Tasting Notes
Soft and elegant with remarkable flavours of peach and apricot.
Quantity
Use 0.2oz of leaf per 5.5 fl oz of water (3g per 150ml).
Temperature
For the optimum infusion use 212°F (100°C) water.
Time
Infuse for 1 - 2 minutes, tasting regularly.
Infusion
You can infuse this tea up to six times. With each careful infusion, different subtleties of flavour are revealed.
Cost Per Cup
46¢ per cup based on 0.2oz of leaf per 5.5 fl oz of water and 6 infusions.
One of the most remarkable things about Antlers is that they get better and better with each infusion. The water penetrates deeper into the stems and the flavour changes with each steep. The apricots remain, but a deeper, woody, umami taste gently reveals itself behind the soft, sweet fruit. It truly becomes more and more divine.
For the first infusion, use 3g per cup and add 150ml boiling water to soften the stems and steep for two minutes. But don’t worry if you overdo it. The woody stems take time and don’t contain much tannin, so leaving them for five minutes or longer won’t be at all disastrous.

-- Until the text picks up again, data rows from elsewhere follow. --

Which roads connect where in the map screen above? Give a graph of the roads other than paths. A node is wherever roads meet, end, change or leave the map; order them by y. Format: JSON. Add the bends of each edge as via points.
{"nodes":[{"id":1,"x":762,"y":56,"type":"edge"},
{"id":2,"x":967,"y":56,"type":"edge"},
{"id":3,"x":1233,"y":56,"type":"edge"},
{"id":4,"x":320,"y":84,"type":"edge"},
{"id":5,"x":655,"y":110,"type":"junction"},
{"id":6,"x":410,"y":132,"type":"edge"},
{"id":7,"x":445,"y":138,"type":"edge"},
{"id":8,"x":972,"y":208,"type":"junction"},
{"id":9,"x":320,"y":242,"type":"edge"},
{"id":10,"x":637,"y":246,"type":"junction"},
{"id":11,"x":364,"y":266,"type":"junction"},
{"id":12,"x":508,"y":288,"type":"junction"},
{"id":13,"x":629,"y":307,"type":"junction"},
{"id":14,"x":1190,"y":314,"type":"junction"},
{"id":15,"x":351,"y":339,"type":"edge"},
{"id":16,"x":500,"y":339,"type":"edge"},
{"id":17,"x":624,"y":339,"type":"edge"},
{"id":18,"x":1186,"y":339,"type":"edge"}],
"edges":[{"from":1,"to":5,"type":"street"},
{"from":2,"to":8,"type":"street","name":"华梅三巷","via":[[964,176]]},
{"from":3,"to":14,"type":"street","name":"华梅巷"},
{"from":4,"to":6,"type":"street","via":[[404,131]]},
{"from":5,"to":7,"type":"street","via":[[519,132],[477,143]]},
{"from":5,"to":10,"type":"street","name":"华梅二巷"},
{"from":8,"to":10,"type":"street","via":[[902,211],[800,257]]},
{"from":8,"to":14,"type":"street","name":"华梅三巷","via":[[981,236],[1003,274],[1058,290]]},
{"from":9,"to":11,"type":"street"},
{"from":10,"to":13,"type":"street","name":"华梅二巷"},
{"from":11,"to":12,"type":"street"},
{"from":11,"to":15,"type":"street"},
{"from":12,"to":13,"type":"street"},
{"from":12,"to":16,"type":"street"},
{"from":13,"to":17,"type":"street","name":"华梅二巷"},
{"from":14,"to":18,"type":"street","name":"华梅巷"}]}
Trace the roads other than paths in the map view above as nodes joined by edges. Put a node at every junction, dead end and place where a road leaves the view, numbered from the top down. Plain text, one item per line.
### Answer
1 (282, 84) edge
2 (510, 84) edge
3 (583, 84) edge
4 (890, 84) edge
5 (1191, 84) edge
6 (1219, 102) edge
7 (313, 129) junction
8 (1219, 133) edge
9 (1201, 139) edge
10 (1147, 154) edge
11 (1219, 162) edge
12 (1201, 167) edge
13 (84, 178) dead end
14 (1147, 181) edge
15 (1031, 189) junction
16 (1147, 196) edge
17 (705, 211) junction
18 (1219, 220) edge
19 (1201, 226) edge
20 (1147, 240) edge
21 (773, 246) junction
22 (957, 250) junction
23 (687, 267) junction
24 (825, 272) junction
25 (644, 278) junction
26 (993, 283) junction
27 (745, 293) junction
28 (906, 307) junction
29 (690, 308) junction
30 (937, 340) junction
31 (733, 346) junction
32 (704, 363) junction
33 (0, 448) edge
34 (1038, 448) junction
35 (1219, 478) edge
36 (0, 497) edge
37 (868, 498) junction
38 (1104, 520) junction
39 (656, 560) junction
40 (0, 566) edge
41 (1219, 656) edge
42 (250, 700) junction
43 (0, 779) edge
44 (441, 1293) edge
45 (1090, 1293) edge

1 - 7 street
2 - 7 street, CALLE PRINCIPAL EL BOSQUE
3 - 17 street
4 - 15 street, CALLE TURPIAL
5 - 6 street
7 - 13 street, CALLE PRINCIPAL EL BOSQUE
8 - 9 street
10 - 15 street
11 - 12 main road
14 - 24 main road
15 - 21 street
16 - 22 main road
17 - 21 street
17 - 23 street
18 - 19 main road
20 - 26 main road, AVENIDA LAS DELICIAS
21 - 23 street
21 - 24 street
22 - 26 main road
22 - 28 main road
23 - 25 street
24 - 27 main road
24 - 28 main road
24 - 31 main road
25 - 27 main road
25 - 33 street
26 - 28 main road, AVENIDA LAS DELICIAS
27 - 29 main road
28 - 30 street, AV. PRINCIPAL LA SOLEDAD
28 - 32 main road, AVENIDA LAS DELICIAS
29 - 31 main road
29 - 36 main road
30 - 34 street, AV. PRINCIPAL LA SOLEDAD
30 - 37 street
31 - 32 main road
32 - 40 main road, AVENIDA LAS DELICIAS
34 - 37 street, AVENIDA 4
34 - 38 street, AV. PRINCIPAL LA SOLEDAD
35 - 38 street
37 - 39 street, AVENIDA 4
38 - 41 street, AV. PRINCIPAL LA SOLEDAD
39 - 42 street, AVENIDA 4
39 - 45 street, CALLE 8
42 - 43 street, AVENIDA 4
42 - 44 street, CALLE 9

You don’t need to re-boil the kettle between each infusion. Each cup will be cooler, but the stems will be softer. You may need to lengthen the infusion times as the stems start to exhaust, and reheat the water if it cools too much, but don’t give up on them. I’ve made eleven infusions from the same pot.
Unique
Velvety Stems
Our antlers come from a varietal growing in a specific field of Satemwa. This was the first field to ever produce Antlers and it has a lovely story.
This is an extract from Infused - Adventures In Tea. By our Rare Tea Lady - Henrietta Lovell.
"Some years ago, working in one field Alex, the farmer, noticed an incredible aroma during plucking. As each two leaves and new bud were snapped from the bush, the sap of the fresh leaf scented the air with ripe stone fruit: apricots and peaches. Try as he might, Alexander couldn’t capture the aromas of the fresh leaf in the finished tea. He tried to make green tea, black tea and oolong tea, and he tried simply drying the leaf as a white tea, but it was no good. There were hints of the fruit aromas in the teas but never a deep flavour.
You can imagine the frustration of identifying one tiny patch of land and one unique varietal that in combination could produce something truly extraordinary and yet not being able to capture it in the tea. Over a decade he experimented with that one field. The answer, however, revealed itself not in the factory but in his kitchen. He was cooking tomatoes, pulling the fruit from the vine, when he suddenly realised where the aroma came from. We buy tomatoes on the vine not just because they look pretty but because they smell better. It is not the fruit of the tomato plant that smells so strongly of tomatoes, it’s the hairy stem. Chefs know this, supermarkets know this, and we are aware perhaps only that we will pay more because somehow vine tomatoes are more 'tomatoey'.
I can’t reveal, nor do I know the exact production method of the Malawi Antlers. But I can tell you that it is a white tea made from the tender growing stem and not the leaf. It is called an Antler because the shape resembles the new horns of a young deer. It is a very specific harvest and years later, in full production, this one field can only produce around sixty kilograms of finished Antlers a year."
Innovation
Malawi to Claridges
Antlers also express the farm's wonderful obsession with quality and innovation. Just like a vineyard, the tea garden produces tea from several fields. We buy our antlers from just one field that is reserved exclusively for Rare Tea.
They taste like no other tea you have ever tried. So extraordinarily good it's served at Claridge's.